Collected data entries

☆ ☆ ☆ ☆ ☆

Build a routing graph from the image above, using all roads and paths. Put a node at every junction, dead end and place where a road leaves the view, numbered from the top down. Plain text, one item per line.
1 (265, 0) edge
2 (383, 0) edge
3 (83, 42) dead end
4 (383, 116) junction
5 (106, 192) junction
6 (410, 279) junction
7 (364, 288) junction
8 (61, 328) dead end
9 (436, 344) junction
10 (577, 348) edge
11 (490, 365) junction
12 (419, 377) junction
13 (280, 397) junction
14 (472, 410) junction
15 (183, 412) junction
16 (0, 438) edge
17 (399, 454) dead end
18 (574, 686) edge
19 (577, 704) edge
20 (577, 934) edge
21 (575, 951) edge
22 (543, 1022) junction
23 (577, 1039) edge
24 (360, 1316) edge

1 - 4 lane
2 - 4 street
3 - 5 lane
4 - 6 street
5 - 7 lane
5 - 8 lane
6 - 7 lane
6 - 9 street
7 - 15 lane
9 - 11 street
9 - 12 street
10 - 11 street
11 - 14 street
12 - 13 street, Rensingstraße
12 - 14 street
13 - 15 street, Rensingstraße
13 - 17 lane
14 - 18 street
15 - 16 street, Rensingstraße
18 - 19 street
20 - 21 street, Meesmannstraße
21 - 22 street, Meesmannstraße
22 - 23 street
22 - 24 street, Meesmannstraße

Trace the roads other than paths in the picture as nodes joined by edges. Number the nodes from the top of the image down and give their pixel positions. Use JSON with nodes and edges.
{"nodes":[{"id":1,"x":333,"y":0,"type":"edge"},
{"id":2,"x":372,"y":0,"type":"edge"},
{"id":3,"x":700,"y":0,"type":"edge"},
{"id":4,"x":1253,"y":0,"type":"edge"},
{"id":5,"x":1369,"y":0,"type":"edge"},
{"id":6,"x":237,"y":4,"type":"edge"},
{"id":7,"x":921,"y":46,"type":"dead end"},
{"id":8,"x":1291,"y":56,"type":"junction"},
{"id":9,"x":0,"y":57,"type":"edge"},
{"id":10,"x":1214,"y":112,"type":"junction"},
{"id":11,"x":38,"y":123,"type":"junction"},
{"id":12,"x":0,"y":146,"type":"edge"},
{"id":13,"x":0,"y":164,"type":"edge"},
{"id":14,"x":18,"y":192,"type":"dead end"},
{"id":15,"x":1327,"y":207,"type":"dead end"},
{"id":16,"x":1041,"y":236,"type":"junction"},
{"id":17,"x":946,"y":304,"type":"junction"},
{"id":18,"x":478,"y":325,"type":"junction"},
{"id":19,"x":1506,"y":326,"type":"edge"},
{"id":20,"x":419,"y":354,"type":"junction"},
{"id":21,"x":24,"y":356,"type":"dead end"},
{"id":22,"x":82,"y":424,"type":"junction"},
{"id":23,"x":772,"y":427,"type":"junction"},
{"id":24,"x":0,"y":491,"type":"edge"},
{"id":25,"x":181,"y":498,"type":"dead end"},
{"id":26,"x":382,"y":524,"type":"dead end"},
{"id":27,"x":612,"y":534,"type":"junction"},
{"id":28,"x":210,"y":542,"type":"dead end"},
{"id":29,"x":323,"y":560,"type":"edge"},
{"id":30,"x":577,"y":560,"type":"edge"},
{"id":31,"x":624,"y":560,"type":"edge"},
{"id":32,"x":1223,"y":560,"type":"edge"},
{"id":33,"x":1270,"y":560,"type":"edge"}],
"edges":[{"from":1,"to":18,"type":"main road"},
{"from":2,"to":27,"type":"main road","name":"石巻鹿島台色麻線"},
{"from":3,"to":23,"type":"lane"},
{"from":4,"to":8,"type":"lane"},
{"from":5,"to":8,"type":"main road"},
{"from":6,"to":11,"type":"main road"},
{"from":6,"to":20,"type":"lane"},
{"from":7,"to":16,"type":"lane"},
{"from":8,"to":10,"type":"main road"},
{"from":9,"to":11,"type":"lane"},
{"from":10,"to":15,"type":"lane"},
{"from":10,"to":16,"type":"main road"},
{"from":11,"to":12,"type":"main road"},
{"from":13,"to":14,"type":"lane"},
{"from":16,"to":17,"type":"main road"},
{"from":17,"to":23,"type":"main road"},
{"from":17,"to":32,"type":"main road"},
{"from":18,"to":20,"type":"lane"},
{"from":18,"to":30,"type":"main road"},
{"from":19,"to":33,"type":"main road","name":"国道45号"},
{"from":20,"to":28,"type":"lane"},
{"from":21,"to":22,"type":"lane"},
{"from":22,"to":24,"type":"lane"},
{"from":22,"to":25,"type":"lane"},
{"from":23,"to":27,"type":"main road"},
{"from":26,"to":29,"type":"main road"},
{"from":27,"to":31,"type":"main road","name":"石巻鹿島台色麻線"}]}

☆ ☆ ☆ ☆ ☆

EXERCISE PROMPT: Provide a faithful, complete copy of the entries above.

RESPONSE TO THE TASK:
Build a routing graph from the image above, using all roads and paths. Put a node at every junction, dead end and place where a road leaves the view, numbered from the top down. Plain text, one item per line.
1 (265, 0) edge
2 (383, 0) edge
3 (83, 42) dead end
4 (383, 116) junction
5 (106, 192) junction
6 (410, 279) junction
7 (364, 288) junction
8 (61, 328) dead end
9 (436, 344) junction
10 (577, 348) edge
11 (490, 365) junction
12 (419, 377) junction
13 (280, 397) junction
14 (472, 410) junction
15 (183, 412) junction
16 (0, 438) edge
17 (399, 454) dead end
18 (574, 686) edge
19 (577, 704) edge
20 (577, 934) edge
21 (575, 951) edge
22 (543, 1022) junction
23 (577, 1039) edge
24 (360, 1316) edge

1 - 4 lane
2 - 4 street
3 - 5 lane
4 - 6 street
5 - 7 lane
5 - 8 lane
6 - 7 lane
6 - 9 street
7 - 15 lane
9 - 11 street
9 - 12 street
10 - 11 street
11 - 14 street
12 - 13 street, Rensingstraße
12 - 14 street
13 - 15 street, Rensingstraße
13 - 17 lane
14 - 18 street
15 - 16 street, Rensingstraße
18 - 19 street
20 - 21 street, Meesmannstraße
21 - 22 street, Meesmannstraße
22 - 23 street
22 - 24 street, Meesmannstraße

Trace the roads other than paths in the picture as nodes joined by edges. Number the nodes from the top of the image down and give their pixel positions. Use JSON with nodes and edges.
{"nodes":[{"id":1,"x":333,"y":0,"type":"edge"},
{"id":2,"x":372,"y":0,"type":"edge"},
{"id":3,"x":700,"y":0,"type":"edge"},
{"id":4,"x":1253,"y":0,"type":"edge"},
{"id":5,"x":1369,"y":0,"type":"edge"},
{"id":6,"x":237,"y":4,"type":"edge"},
{"id":7,"x":921,"y":46,"type":"dead end"},
{"id":8,"x":1291,"y":56,"type":"junction"},
{"id":9,"x":0,"y":57,"type":"edge"},
{"id":10,"x":1214,"y":112,"type":"junction"},
{"id":11,"x":38,"y":123,"type":"junction"},
{"id":12,"x":0,"y":146,"type":"edge"},
{"id":13,"x":0,"y":164,"type":"edge"},
{"id":14,"x":18,"y":192,"type":"dead end"},
{"id":15,"x":1327,"y":207,"type":"dead end"},
{"id":16,"x":1041,"y":236,"type":"junction"},
{"id":17,"x":946,"y":304,"type":"junction"},
{"id":18,"x":478,"y":325,"type":"junction"},
{"id":19,"x":1506,"y":326,"type":"edge"},
{"id":20,"x":419,"y":354,"type":"junction"},
{"id":21,"x":24,"y":356,"type":"dead end"},
{"id":22,"x":82,"y":424,"type":"junction"},
{"id":23,"x":772,"y":427,"type":"junction"},
{"id":24,"x":0,"y":491,"type":"edge"},
{"id":25,"x":181,"y":498,"type":"dead end"},
{"id":26,"x":382,"y":524,"type":"dead end"},
{"id":27,"x":612,"y":534,"type":"junction"},
{"id":28,"x":210,"y":542,"type":"dead end"},
{"id":29,"x":323,"y":560,"type":"edge"},
{"id":30,"x":577,"y":560,"type":"edge"},
{"id":31,"x":624,"y":560,"type":"edge"},
{"id":32,"x":1223,"y":560,"type":"edge"},
{"id":33,"x":1270,"y":560,"type":"edge"}],
"edges":[{"from":1,"to":18,"type":"main road"},
{"from":2,"to":27,"type":"main road","name":"石巻鹿島台色麻線"},
{"from":3,"to":23,"type":"lane"},
{"from":4,"to":8,"type":"lane"},
{"from":5,"to":8,"type":"main road"},
{"from":6,"to":11,"type":"main road"},
{"from":6,"to":20,"type":"lane"},
{"from":7,"to":16,"type":"lane"},
{"from":8,"to":10,"type":"main road"},
{"from":9,"to":11,"type":"lane"},
{"from":10,"to":15,"type":"lane"},
{"from":10,"to":16,"type":"main road"},
{"from":11,"to":12,"type":"main road"},
{"from":13,"to":14,"type":"lane"},
{"from":16,"to":17,"type":"main road"},
{"from":17,"to":23,"type":"main road"},
{"from":17,"to":32,"type":"main road"},
{"from":18,"to":20,"type":"lane"},
{"from":18,"to":30,"type":"main road"},
{"from":19,"to":33,"type":"main road","name":"国道45号"},
{"from":20,"to":28,"type":"lane"},
{"from":21,"to":22,"type":"lane"},
{"from":22,"to":24,"type":"lane"},
{"from":22,"to":25,"type":"lane"},
{"from":23,"to":27,"type":"main road"},
{"from":26,"to":29,"type":"main road"},
{"from":27,"to":31,"type":"main road","name":"石巻鹿島台色麻線"}]}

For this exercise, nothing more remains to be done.